The Grand Mufti Haj Amin el Husseini  had previously arrived in Europe on November 5th, 1941, following the ‎unsuccessful pro-Nazi coup which he had organized against the British in Iraq.
He met German foreign minister ‎Joachim von Ribbentrop and was officially received by Adolf Hitler on November ‎‎28,1941 in Berlin.
The meeting took place despite Nazi Germany’s entanglement in Operation Barbarossa and the war against Russia. The Grand Mufti of Jerusalem Haj Amin al Husseini, recorded in his own handwriting his meeting with Hitler in his diary:

"The words of the Fuehrer on the 6th of Zul Qaada 1360 of the Hejira (which falls on the 21st of November 1941) Berlin, Friday, from 4:30 P.M. till a few minutes after 6. The objectives of my fight are clear. Primarily, I am fighting the Jews without respite, and this fight includes the fight against the so-called Jewish National Home in Palestine because the Jews want to establish there a central government for their own pernicious purposes, and to undertake a devastating and ruinous expansion at the expense of the governments of the world and of other peoples.
It is clear that the Jews have accomplished nothing in Palestine and their claims are lies. All the accomplishments in Palestine are due to the Arabs and not to the Jews. I am resolved to find a solution for the Jewish problem, progressing step by step without cessation. With regard to this I am making the necessary and right appeal, first to all the European countries and then to countries outside of Europe.

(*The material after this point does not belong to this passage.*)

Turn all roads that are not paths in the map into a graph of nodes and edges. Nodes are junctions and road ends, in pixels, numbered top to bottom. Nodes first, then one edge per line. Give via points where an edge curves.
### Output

It is true that our common enemies are Great Britain and the Soviets whose principles are opposed to ours. But behind them stands hidden Jewry which drives them both. Jewry has but one aim in both these countries. We are now in the midst of a life and death struggle against both these nations. This fight will not only determine the outcome of the struggle between National Socialism and Jewry, but the whole conduct of this successful war will be of great and positive help to the Arabs who are engaged in the same struggle.

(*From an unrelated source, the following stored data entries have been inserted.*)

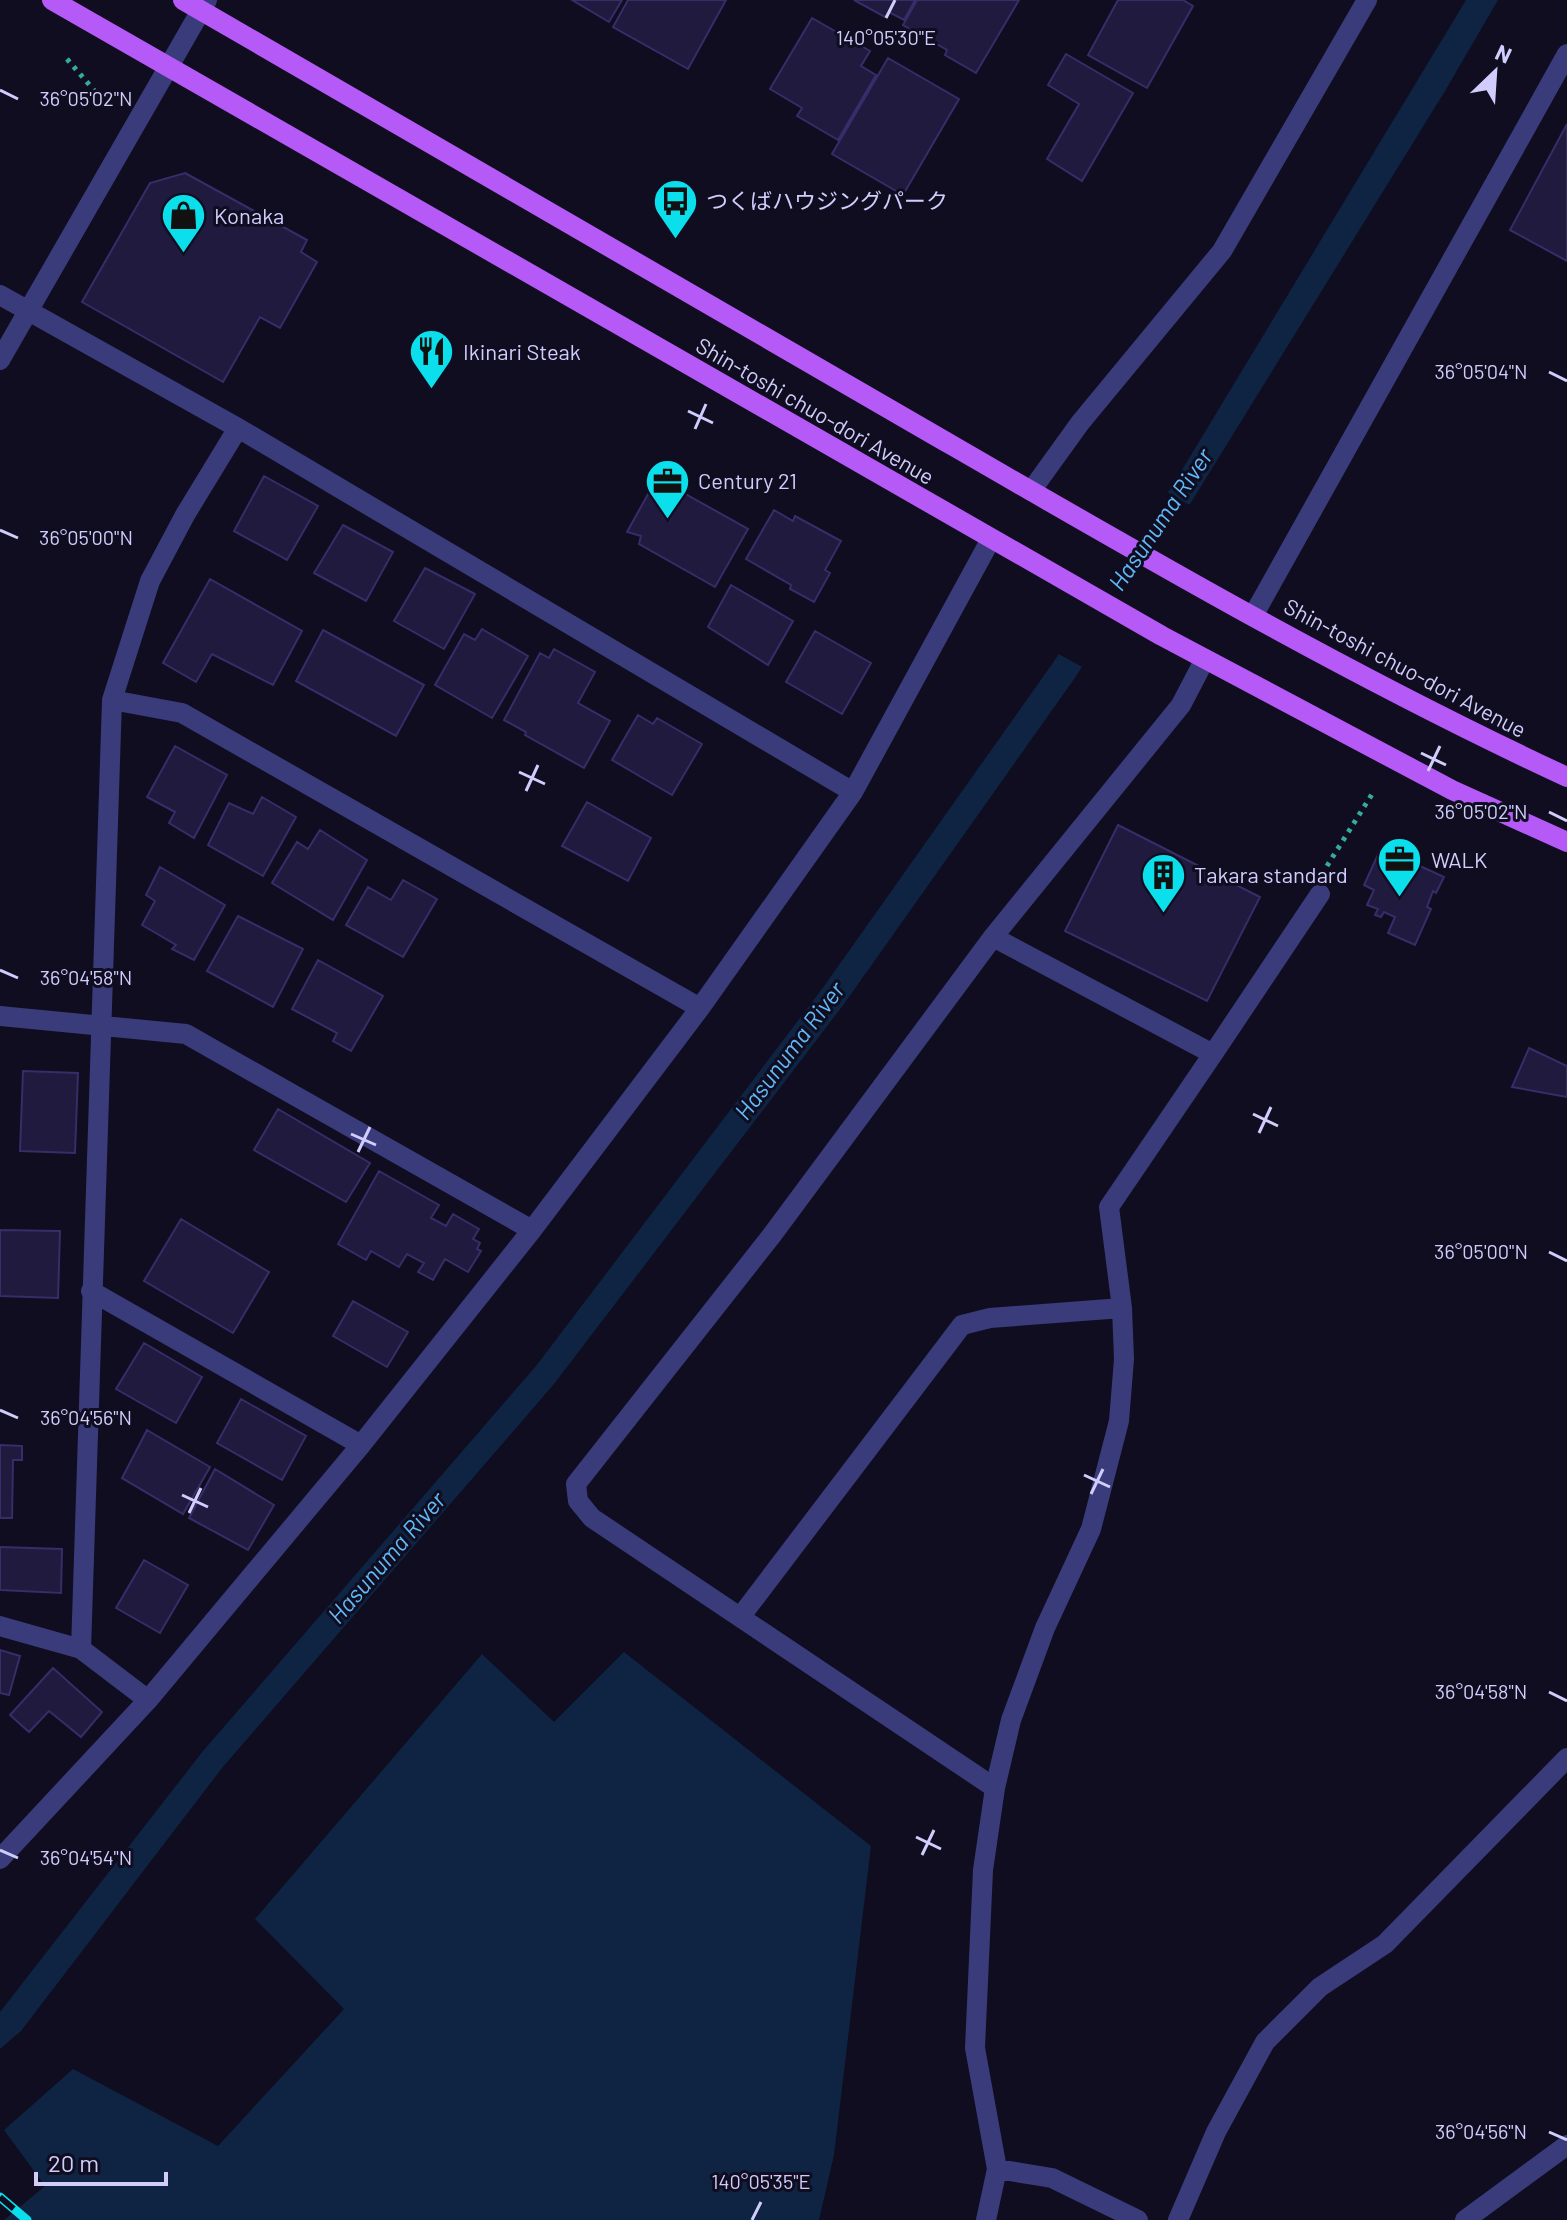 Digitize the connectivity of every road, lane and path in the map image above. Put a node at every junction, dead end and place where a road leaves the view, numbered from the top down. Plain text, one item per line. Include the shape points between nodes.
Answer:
1 (52, 0) edge
2 (1367, 0) edge
3 (197, 3) edge
4 (1567, 54) edge
5 (67, 59) dead end
6 (169, 67) junction
7 (105, 103) dead end
8 (0, 295) edge
9 (29, 313) junction
10 (0, 360) edge
11 (238, 428) junction
12 (1031, 491) junction
13 (991, 539) junction
14 (1253, 616) junction
15 (1205, 659) junction
16 (112, 700) junction
17 (1567, 777) edge
18 (1374, 791) dead end
19 (853, 792) junction
20 (1567, 842) edge
21 (1320, 894) joint
22 (993, 937) junction
23 (700, 1008) junction
24 (0, 1016) edge
25 (100, 1026) junction
26 (1213, 1054) junction
27 (532, 1230) junction
28 (91, 1291) junction
29 (1122, 1308) junction
30 (361, 1445) junction
31 (741, 1616) junction
32 (0, 1626) edge
33 (81, 1649) junction
34 (148, 1700) junction
35 (1567, 1758) edge
36 (995, 1788) junction
37 (0, 1859) edge
38 (1567, 2145) edge
39 (997, 2169) junction
40 (986, 2220) edge
41 (1138, 2220) edge
42 (1178, 2220) edge
43 (1465, 2220) edge

1 - 6 main road, Shin-toshi chuo-dori Avenue
2 - 12 street via 1222,251 1080,423
3 - 6 street
3 - 12 main road, Shin-toshi chuo-dori Avenue
4 - 14 street
5 - 7 path
6 - 9 street
6 - 13 main road, Shin-toshi chuo-dori Avenue
8 - 9 street
9 - 10 street
9 - 11 street
11 - 16 street via 150,581
11 - 19 street
12 - 14 main road, Shin-toshi chuo-dori Avenue
13 - 15 main road, Shin-toshi chuo-dori Avenue
13 - 19 street
14 - 17 main road, Shin-toshi chuo-dori Avenue
15 - 20 main road, Shin-toshi chuo-dori Avenue via 1452,790
15 - 22 street via 1181,705
16 - 23 street via 182,713
16 - 25 street
18 - 21 path via 1326,868
19 - 23 street
21 - 26 street
22 - 26 street
22 - 31 street via 772,1235 576,1484 578,1501 592,1518
23 - 27 street
24 - 25 street
25 - 27 street via 186,1034
25 - 28 street
26 - 29 street via 1109,1207
27 - 30 street
28 - 30 street
28 - 33 street
29 - 31 street via 990,1318 962,1325
29 - 36 street via 1119,1421 1091,1529 1045,1628 1016,1707
30 - 34 street
31 - 36 street
32 - 33 street
33 - 34 street
34 - 37 street
35 - 42 street via 1385,1944 1320,1987 1265,2042 1216,2132
36 - 39 street via 983,1870 975,2048
38 - 43 street
39 - 40 street
39 - 41 street via 1052,2178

This is not only an abstract assurance.  A mere promise would be of no value whatsoever. But assurance which rests upon a conquering force is the only one which has real value. In the Iraqi campaign, for instance, the sympathy of the whole German people was for Iraq. It was our aim to help Iraq, but circumstances prevented us from furnishing actual help. The German people saw in them (in the Iraqis-Ed.) comrades in suffering because the German people too have suffered as they have. All the help we gave Iraq was not sufficient to save Iraq from the British forces. For this reason it is necessary to underscore one thing: in this struggle which will decide the fate of the Arabs I can now speak as a man dedicated to an ideal and as a military leader and a soldier. Everyone united in this great struggle who helps to bring about its successful outcome, serves the common cause and thus serves the Arab cause. Any other view means weakening the military situation and thus offers no help to the Arab cause. Therefore it is necessary for us to decide the steps which can help us against world Jewry, against Communist Russia and England, and which among them can be most useful. Only if we win the war will the hour of deliverance also be the hour of fulfillment of Arab aspirations.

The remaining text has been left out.